▶ Task objective
Where a line below holds the string "paths", that line goes into the answer.

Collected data
---+---

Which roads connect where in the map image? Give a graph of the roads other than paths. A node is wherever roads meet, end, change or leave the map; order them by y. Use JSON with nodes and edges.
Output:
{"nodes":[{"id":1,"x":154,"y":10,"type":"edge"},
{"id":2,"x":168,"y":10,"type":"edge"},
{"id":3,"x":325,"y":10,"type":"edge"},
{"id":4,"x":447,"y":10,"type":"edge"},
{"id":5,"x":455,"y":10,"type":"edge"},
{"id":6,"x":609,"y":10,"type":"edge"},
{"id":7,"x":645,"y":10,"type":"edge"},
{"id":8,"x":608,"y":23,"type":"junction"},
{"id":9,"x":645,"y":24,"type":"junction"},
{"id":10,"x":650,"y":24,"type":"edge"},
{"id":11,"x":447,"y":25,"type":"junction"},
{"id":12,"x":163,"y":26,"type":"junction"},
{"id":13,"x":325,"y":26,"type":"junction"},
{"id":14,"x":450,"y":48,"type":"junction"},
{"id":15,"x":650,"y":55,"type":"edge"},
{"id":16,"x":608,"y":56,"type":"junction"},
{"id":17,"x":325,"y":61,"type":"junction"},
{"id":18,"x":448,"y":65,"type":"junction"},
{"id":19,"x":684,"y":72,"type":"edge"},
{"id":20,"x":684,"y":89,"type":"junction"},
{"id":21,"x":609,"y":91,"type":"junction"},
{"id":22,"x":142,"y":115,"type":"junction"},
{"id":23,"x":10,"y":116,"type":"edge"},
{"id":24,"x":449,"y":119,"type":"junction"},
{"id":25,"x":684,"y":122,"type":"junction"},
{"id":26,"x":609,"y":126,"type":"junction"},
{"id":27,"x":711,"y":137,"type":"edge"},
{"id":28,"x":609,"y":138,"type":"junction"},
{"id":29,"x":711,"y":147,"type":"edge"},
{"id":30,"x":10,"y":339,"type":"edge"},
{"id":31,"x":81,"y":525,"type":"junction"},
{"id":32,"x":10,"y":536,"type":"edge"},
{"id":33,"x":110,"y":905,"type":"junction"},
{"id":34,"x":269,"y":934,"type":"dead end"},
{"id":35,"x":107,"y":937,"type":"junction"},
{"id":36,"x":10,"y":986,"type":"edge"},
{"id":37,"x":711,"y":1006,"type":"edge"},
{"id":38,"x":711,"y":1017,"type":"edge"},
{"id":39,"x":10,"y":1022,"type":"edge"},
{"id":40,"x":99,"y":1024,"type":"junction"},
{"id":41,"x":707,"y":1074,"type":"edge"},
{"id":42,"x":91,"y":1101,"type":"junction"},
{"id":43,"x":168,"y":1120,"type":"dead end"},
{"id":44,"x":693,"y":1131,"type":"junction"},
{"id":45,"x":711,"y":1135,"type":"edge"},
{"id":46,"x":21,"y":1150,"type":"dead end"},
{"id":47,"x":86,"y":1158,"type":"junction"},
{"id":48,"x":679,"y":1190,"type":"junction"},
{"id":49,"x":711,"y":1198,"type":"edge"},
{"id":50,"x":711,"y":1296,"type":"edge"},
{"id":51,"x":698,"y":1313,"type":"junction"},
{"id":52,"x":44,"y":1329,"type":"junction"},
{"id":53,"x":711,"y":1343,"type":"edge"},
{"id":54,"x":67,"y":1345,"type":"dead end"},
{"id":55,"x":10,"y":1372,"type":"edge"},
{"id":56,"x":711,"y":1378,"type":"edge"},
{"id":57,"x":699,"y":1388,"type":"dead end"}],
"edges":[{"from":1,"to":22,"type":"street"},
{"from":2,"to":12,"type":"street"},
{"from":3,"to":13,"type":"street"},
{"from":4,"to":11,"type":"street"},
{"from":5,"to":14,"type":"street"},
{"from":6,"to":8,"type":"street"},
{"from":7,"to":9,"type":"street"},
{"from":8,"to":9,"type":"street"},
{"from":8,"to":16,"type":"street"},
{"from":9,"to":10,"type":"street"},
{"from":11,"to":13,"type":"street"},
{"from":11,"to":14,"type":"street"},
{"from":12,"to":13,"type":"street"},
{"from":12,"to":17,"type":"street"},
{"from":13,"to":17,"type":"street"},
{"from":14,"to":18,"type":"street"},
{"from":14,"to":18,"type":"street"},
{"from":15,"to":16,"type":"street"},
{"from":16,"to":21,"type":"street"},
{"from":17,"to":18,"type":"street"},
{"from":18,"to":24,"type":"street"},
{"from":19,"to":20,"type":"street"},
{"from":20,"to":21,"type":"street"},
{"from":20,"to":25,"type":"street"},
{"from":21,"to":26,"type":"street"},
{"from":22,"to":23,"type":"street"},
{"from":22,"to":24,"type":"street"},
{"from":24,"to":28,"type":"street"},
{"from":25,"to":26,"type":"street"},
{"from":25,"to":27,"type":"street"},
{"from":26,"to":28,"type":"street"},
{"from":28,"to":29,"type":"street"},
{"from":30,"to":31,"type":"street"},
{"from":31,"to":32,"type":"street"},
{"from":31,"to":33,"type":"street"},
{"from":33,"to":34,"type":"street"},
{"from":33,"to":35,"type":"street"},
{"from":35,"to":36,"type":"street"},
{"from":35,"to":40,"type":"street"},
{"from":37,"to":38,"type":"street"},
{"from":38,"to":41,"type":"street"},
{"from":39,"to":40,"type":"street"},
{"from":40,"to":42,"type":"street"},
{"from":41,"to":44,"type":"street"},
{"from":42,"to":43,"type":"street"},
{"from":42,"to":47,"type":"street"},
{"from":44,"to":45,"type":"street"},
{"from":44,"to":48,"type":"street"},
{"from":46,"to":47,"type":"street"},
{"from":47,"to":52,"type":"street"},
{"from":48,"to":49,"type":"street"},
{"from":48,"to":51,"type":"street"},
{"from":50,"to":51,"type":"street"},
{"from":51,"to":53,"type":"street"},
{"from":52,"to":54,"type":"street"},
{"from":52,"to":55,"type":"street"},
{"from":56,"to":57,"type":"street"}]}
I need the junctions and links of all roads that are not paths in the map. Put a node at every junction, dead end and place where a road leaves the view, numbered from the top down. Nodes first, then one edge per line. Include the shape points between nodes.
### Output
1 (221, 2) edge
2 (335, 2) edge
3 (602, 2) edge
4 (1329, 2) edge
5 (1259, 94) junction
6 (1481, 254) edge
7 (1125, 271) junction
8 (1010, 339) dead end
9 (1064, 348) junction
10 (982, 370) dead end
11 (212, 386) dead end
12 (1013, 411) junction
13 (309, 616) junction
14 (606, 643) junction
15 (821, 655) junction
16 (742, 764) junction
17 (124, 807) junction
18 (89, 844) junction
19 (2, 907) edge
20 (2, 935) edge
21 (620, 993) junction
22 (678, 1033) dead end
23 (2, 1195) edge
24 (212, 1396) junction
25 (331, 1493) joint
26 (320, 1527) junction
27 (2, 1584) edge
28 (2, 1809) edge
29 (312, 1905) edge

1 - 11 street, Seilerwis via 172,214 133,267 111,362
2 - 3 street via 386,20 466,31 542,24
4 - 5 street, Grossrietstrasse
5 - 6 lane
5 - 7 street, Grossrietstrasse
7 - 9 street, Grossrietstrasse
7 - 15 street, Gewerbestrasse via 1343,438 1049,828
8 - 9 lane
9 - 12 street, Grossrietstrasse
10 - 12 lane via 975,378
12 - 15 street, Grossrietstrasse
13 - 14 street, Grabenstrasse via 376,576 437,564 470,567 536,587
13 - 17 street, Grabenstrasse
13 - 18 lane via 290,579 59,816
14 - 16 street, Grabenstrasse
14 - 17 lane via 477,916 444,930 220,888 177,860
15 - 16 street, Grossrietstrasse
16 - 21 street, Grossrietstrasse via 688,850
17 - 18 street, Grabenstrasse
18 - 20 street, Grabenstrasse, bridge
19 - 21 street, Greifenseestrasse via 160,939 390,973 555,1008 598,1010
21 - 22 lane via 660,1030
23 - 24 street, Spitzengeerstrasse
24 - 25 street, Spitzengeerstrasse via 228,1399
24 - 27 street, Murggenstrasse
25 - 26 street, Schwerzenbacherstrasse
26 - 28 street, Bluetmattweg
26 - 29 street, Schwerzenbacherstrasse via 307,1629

---+---

▶ Your solution
Which roads connect where in the map image? Give a graph of the roads other than paths. A node is wherever roads meet, end, change or leave the map; order them by y. Use JSON with nodes and edges.
I need the junctions and links of all roads that are not paths in the map. Put a node at every junction, dead end and place where a road leaves the view, numbered from the top down. Nodes first, then one edge per line. Include the shape points between nodes.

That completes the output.